◆ **What to produce**:
Scan the entries for lines with the word "paths", then copy those lines.

◆ **Material supplied**:
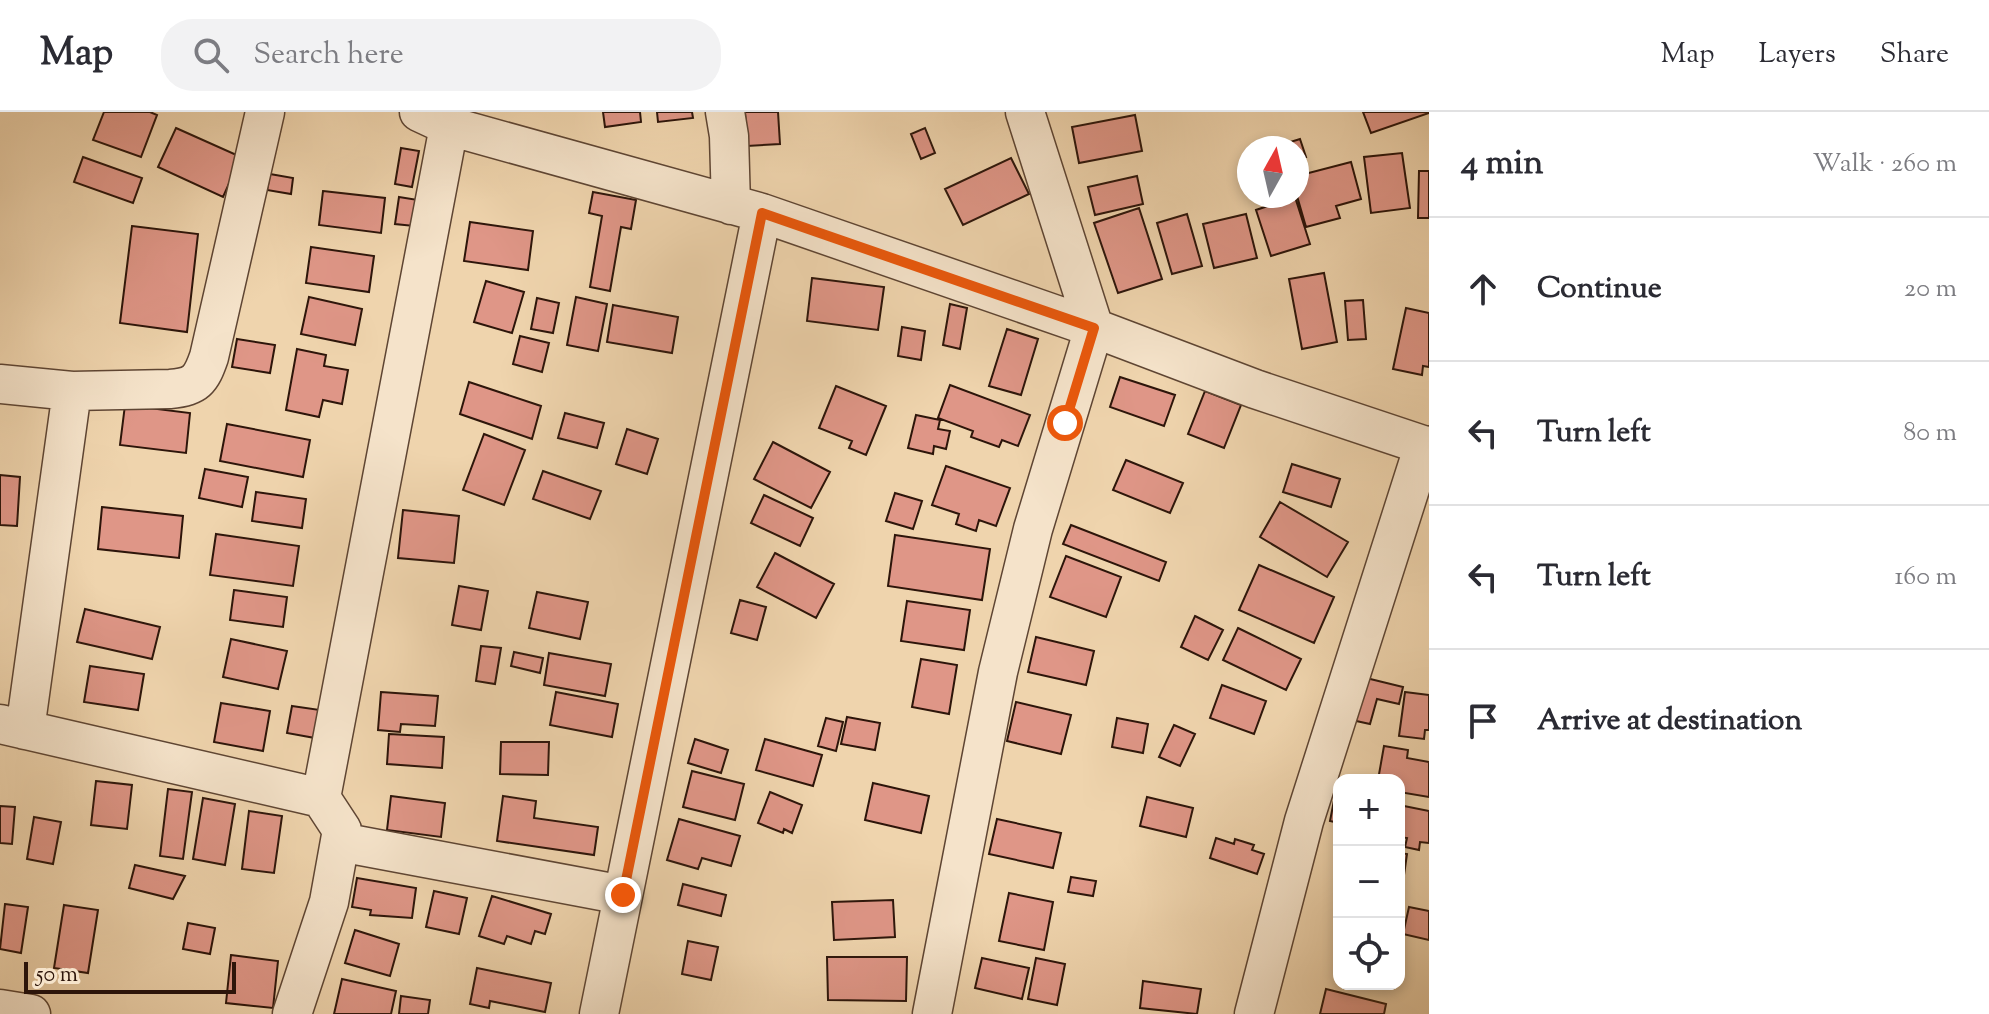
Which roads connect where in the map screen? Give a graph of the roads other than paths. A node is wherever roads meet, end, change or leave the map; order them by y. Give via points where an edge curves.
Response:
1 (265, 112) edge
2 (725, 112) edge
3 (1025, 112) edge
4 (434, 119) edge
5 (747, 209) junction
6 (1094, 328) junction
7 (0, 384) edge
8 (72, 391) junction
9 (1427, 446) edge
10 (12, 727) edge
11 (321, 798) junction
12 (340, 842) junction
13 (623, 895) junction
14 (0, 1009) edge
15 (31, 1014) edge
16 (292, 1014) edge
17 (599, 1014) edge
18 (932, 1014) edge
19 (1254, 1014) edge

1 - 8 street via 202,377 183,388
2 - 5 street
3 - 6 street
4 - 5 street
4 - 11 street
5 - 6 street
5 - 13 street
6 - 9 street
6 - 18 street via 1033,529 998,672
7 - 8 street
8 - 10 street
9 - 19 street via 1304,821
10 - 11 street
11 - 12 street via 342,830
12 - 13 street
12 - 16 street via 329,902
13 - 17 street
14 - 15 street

...

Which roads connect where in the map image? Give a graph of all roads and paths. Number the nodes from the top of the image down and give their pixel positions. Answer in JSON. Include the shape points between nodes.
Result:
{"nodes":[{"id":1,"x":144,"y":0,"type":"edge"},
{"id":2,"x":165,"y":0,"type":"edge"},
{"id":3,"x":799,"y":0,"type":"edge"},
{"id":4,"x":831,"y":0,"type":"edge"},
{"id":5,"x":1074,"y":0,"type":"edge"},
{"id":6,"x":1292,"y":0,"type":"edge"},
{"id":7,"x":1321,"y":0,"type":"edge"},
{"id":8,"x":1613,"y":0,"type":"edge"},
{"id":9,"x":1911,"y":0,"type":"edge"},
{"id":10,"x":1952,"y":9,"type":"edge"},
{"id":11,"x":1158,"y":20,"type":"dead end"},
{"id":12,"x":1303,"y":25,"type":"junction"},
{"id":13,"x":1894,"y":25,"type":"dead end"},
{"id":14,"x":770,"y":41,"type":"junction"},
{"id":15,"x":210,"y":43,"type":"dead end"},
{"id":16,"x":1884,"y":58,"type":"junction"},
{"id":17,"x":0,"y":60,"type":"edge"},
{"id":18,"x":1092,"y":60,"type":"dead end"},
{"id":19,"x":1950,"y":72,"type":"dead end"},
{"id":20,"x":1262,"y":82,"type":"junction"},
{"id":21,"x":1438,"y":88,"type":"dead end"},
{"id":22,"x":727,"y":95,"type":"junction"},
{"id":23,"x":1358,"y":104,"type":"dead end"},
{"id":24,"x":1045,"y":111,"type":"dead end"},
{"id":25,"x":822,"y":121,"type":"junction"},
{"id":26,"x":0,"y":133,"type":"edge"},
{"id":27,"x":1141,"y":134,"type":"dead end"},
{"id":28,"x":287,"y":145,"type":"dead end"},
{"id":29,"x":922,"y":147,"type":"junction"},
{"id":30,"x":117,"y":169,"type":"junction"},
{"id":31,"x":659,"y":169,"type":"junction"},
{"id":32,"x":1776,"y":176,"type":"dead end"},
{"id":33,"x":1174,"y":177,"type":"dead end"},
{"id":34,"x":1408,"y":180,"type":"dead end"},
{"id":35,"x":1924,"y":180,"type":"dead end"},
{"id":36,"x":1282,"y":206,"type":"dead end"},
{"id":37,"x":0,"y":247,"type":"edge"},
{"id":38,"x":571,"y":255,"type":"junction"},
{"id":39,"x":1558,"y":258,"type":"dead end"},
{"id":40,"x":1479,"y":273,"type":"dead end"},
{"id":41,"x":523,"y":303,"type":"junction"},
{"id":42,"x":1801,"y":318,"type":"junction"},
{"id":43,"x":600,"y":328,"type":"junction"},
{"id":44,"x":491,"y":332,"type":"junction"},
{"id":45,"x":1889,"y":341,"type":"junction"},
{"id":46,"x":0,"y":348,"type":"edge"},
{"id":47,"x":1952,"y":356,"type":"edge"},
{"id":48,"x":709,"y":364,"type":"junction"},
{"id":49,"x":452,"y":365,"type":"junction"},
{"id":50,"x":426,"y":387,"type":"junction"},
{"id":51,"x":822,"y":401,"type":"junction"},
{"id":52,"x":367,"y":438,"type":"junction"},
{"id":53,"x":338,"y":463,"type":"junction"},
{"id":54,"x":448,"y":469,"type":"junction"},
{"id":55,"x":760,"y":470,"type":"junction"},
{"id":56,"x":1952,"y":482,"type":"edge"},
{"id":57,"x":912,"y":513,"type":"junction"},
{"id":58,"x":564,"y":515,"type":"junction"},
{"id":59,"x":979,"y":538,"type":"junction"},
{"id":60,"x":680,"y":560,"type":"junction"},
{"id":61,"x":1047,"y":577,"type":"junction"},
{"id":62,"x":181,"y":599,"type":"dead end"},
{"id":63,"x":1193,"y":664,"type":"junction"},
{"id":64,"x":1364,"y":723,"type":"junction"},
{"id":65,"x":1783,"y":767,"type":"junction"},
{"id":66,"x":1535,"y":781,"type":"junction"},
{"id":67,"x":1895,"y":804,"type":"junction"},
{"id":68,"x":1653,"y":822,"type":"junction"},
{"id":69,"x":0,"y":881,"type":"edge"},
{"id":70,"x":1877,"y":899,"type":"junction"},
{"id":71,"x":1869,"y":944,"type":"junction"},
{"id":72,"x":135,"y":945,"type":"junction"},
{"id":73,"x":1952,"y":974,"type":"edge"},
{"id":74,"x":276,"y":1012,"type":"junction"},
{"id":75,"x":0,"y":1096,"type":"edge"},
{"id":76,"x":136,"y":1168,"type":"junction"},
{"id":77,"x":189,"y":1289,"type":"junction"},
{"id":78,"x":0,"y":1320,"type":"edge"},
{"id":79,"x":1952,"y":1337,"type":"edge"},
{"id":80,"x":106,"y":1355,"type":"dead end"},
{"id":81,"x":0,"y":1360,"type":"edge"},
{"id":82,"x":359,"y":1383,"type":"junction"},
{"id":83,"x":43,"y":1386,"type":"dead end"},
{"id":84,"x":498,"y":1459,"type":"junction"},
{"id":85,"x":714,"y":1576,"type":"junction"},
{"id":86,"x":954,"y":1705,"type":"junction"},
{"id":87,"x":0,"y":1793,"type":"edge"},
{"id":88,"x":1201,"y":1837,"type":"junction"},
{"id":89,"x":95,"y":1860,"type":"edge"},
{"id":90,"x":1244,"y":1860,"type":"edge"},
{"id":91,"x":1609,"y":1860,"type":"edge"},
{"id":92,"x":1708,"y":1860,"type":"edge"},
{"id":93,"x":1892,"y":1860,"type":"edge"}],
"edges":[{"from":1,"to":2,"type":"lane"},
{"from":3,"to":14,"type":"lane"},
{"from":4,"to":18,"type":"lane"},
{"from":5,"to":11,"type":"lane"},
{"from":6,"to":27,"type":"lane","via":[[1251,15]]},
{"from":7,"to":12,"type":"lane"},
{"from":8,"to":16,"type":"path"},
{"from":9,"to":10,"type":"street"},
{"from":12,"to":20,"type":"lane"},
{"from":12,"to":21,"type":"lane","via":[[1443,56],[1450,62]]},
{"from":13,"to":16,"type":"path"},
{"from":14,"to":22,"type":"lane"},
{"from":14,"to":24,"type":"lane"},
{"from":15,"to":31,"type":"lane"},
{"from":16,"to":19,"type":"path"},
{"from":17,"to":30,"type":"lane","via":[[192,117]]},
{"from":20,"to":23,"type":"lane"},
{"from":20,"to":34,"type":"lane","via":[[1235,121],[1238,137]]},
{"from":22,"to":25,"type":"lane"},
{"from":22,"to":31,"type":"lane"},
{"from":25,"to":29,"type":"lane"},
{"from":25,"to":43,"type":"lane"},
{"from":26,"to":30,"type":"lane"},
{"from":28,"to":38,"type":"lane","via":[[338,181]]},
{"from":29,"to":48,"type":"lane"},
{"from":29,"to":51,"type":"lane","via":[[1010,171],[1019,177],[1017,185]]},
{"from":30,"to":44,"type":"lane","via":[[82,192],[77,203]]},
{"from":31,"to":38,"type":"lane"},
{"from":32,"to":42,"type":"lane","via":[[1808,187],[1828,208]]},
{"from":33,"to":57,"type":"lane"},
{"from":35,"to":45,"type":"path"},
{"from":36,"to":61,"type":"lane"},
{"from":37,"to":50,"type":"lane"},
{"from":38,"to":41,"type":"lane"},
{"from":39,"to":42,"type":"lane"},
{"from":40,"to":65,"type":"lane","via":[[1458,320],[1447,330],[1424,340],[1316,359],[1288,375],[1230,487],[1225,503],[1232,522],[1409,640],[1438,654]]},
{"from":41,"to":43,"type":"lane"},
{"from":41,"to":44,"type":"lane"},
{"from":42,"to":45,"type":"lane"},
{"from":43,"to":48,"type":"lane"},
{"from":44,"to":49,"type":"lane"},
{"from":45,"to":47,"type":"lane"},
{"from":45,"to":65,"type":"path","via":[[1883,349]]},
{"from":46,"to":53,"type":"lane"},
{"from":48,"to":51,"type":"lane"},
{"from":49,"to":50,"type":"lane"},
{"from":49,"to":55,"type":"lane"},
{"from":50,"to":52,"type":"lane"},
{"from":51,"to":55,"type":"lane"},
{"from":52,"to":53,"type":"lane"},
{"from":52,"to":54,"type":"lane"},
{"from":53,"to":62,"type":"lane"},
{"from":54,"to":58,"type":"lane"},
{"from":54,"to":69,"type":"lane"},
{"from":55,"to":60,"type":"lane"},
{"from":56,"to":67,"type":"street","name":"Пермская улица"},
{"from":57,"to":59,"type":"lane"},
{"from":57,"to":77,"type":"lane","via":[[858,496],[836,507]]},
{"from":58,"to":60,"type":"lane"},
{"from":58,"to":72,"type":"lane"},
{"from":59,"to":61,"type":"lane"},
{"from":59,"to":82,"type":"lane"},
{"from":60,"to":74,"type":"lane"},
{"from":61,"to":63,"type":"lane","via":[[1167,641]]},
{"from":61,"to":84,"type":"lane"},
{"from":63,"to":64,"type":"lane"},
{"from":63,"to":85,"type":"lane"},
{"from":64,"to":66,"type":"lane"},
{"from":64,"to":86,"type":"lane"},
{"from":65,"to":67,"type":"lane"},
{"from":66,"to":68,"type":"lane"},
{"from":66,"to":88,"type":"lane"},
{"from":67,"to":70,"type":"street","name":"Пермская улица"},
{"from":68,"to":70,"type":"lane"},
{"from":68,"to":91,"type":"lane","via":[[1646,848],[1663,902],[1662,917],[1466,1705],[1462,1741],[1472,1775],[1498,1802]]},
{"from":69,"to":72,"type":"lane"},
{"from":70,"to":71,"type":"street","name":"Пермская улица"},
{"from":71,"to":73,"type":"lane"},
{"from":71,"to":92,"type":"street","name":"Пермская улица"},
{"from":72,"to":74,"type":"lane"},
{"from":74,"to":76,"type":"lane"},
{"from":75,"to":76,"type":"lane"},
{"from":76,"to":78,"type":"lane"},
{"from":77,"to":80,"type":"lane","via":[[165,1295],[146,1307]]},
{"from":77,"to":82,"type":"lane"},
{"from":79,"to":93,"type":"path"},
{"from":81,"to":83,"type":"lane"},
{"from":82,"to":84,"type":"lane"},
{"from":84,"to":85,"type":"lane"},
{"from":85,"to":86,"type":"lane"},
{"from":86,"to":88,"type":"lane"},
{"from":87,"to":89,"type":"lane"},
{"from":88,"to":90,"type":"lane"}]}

◆ **Task response**:
Which roads connect where in the map screen? Give a graph of the roads other than paths. A node is wherever roads meet, end, change or leave the map; order them by y. Give via points where an edge curves.
Which roads connect where in the map image? Give a graph of all roads and paths. Number the nodes from the top of the image down and give their pixel positions. Answer in JSON. Include the shape points between nodes.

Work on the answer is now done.